Begin with the line that holds "middle mcp: (370, 196)" and retype through the last line of the listing below, exactly; pictures are not part of the copy.
-- Opening Marker --
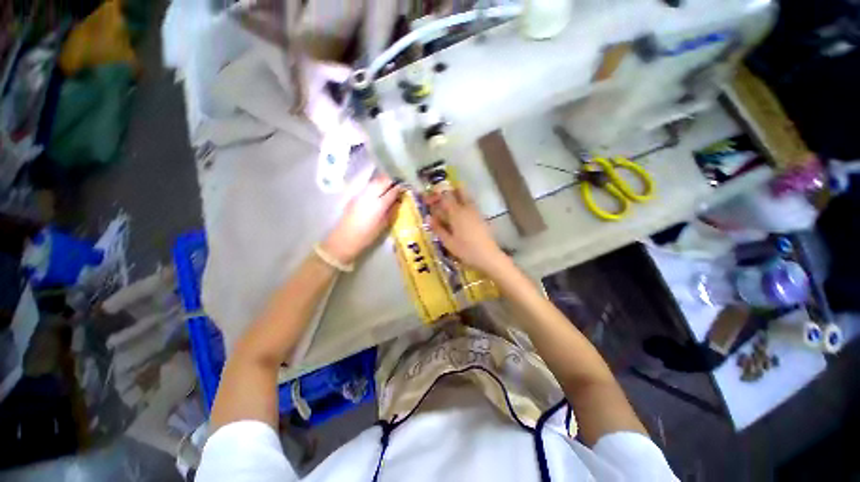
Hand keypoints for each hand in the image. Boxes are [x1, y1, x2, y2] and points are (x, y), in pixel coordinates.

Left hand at [323, 176, 401, 264]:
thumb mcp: (384, 225)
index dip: (400, 187)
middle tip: (398, 183)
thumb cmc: (367, 236)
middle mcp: (370, 196)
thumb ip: (392, 211)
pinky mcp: (354, 196)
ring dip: (383, 181)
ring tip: (389, 185)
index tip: (405, 187)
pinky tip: (378, 190)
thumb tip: (398, 201)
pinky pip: (368, 186)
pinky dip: (375, 185)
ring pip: (374, 181)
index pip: (392, 191)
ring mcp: (361, 194)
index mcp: (379, 205)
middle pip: (383, 181)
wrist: (345, 239)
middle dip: (391, 180)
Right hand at [425, 188, 507, 273]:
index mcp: (456, 213)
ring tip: (449, 207)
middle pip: (459, 191)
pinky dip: (464, 204)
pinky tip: (460, 215)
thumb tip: (428, 218)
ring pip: (466, 197)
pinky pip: (471, 205)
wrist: (488, 256)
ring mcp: (476, 212)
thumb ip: (438, 228)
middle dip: (450, 191)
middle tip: (441, 198)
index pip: (445, 197)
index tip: (429, 199)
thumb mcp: (448, 242)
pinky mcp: (481, 217)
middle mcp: (467, 208)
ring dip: (457, 197)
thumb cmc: (466, 250)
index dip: (436, 195)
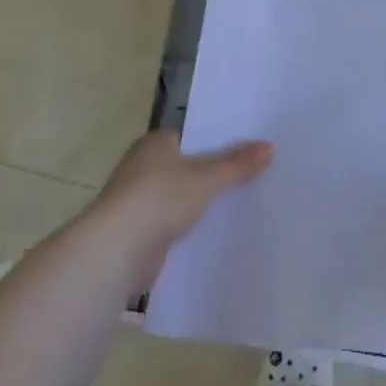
-- Closing Marker --
Reply.
middle mcp: (370, 196)
thumb ip: (392, 211)
pinky mcp: (354, 196)
ring dip: (383, 181)
ring tip: (389, 185)
index tip: (405, 187)
pinky tip: (378, 190)
thumb tip: (398, 201)
pinky pip: (368, 186)
pinky dip: (375, 185)
ring pip: (374, 181)
index pip: (392, 191)
ring mcp: (361, 194)
index mcp: (379, 205)
middle pip: (383, 181)
wrist: (345, 239)
middle dip: (391, 180)
Right hand at [425, 188, 507, 273]:
index mcp: (456, 213)
ring tip: (449, 207)
middle pip: (459, 191)
pinky dip: (464, 204)
pinky tip: (460, 215)
thumb tip: (428, 218)
ring pip: (466, 197)
pinky pip: (471, 205)
wrist: (488, 256)
ring mcp: (476, 212)
thumb ip: (438, 228)
middle dip: (450, 191)
middle tip: (441, 198)
index pip: (445, 197)
index tip: (429, 199)
thumb mcp: (448, 242)
pinky mcp: (481, 217)
middle mcp: (467, 208)
ring dip: (457, 197)
thumb cmc: (466, 250)
index dip: (436, 195)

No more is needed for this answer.